By Abe Schear | Guest Columnist
The real estate investment market, particularly as relates to Israeli investment in the United States, surely goes through cycles. Ten years ago, investment in the United States by Israelis was, for the most part, limited to the New York market (though there was also robust investment in our northern neighbor, Canada). There was real truth to that longstanding drawing of New York City and the rest of the country.
In fact, based on a real estate program I attended at the AIPAC Policy Conference in March, New York lawyers still feel that their market is “the” market, though reality would prove them to be wrong.
With the frightening real estate collapse a few years ago, coupled with less predictable investment opportunities in locales like Eastern Europe (and even Western Europe), Israelis saw openings and began to move their feet, meeting partners, exploring assets of different classes (e.g., office, retail, multifamily) and better understanding secondary or even tertiary U.S. markets.
In many ways, these Israeli investors, constrained by the lack of new investment-grade property in Israel and an unpredictable European market, have a better analysis of the U.S. market than we do.
I was reminded of this old-fashioned approach numerous times recently when a handful of Israelis were in Atlanta to discuss new real estate opportunities, not because Atlanta has unique assets that are particularly appealing to the investors, but because Atlanta has an infrastructure that effectively works with these investors, both within and without the Jewish community.

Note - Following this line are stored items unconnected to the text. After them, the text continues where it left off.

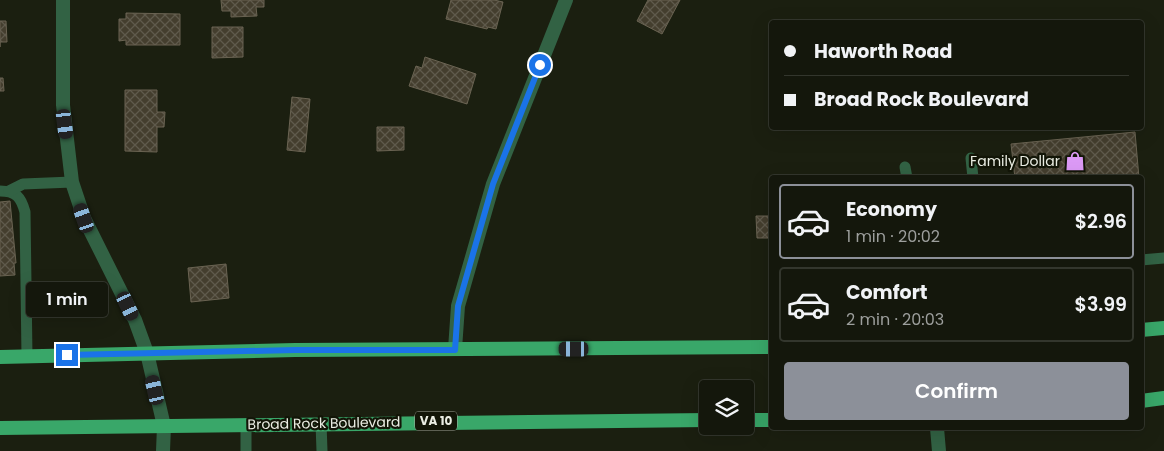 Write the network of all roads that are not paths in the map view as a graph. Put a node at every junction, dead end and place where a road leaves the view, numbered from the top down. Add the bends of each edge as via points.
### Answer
1 (63, 0) edge
2 (566, 0) edge
3 (971, 158) dead end
4 (973, 175) edge
5 (72, 182) junction
6 (4, 191) edge
7 (1164, 258) edge
8 (1144, 260) edge
9 (1164, 328) edge
10 (1144, 330) edge
11 (769, 346) edge
12 (455, 350) junction
13 (147, 353) junction
14 (27, 356) junction
15 (0, 357) edge
16 (1164, 398) edge
17 (1144, 401) edge
18 (699, 420) edge
19 (754, 420) edge
20 (769, 420) edge
21 (321, 423) junction
22 (246, 424) junction
23 (164, 426) junction
24 (0, 428) edge
25 (937, 430) edge
26 (163, 451) edge
27 (246, 451) edge
28 (322, 451) edge
29 (938, 451) edge

1 - 5 street via 63,105
2 - 12 street via 493,184 458,306
3 - 4 lane
5 - 6 lane via 23,184
5 - 13 street via 84,218 135,320
6 - 14 lane via 20,198 26,219
7 - 8 lane
9 - 10 main road
11 - 12 main road
12 - 13 main road
13 - 14 main road
13 - 23 street
14 - 15 main road
16 - 17 main road
18 - 21 main road, Broad Rock Boulevard / VA 10
19 - 20 main road
21 - 22 main road, Broad Rock Boulevard / VA 10
21 - 28 lane
22 - 23 main road, Broad Rock Boulevard / VA 10
22 - 27 lane
23 - 24 main road, Broad Rock Boulevard / VA 10
23 - 26 street
25 - 29 street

With U.S. developers embracing Israeli investors, in many cases after the developers traveled to Israel to meet with their counterparts, Atlanta has become a significant portal for Israeli funds.
Our community has numerous real estate companies that purchase assets throughout the Southeast, as well as lawyers and accountants who are fully integrated into the daily dialogue with international investors. Understandably, this seems to not be a boom-or-bust scenario because the Israeli investors now own significant property with established management in place.
Additionally, Israeli investors are beginning to look at different opportunities, including in the Israeli securities market, where U.S. real estate debt is essentially becoming a bond payable by the U.S. real estate company to the bondholders (the Israelis), who in turn have security in the underlying real estate. This structure purports to reduce debt cost for U.S. property owners while engaging otherwise fallow monies for the investor. This structure has received a great deal of recent attention, though for sure this investment works best for large portfolios.
Lastly, during a brief recent business trip to London, the subject of Israeli investment was a consistent part of the conversation, particularly as related to large transactions. The London law firms, mostly without offices in Israel, travel regularly to Israel to work with high-tech companies and real estate investors. The London market, of course, has what we in Atlanta have: smart people, clean real estate title and a predictable form of government (much different from a predictable form of politics).
Where will this lead?
That is always difficult to tell, but, for Israelis, the world has become a smaller real estate market. Enough money has been lost in Eastern Europe, and government (and title) uncertainties have made some investors very cautious about other markets. Latin America is a long way from Israel and has clear language barriers. This is likely to lead to a more permanent Israeli investment presence in the United States, one that will amaze us all with its ultimate magnitude and breadth.
Abe Schear is a partner at Arnall Golden Gregory in Midtown.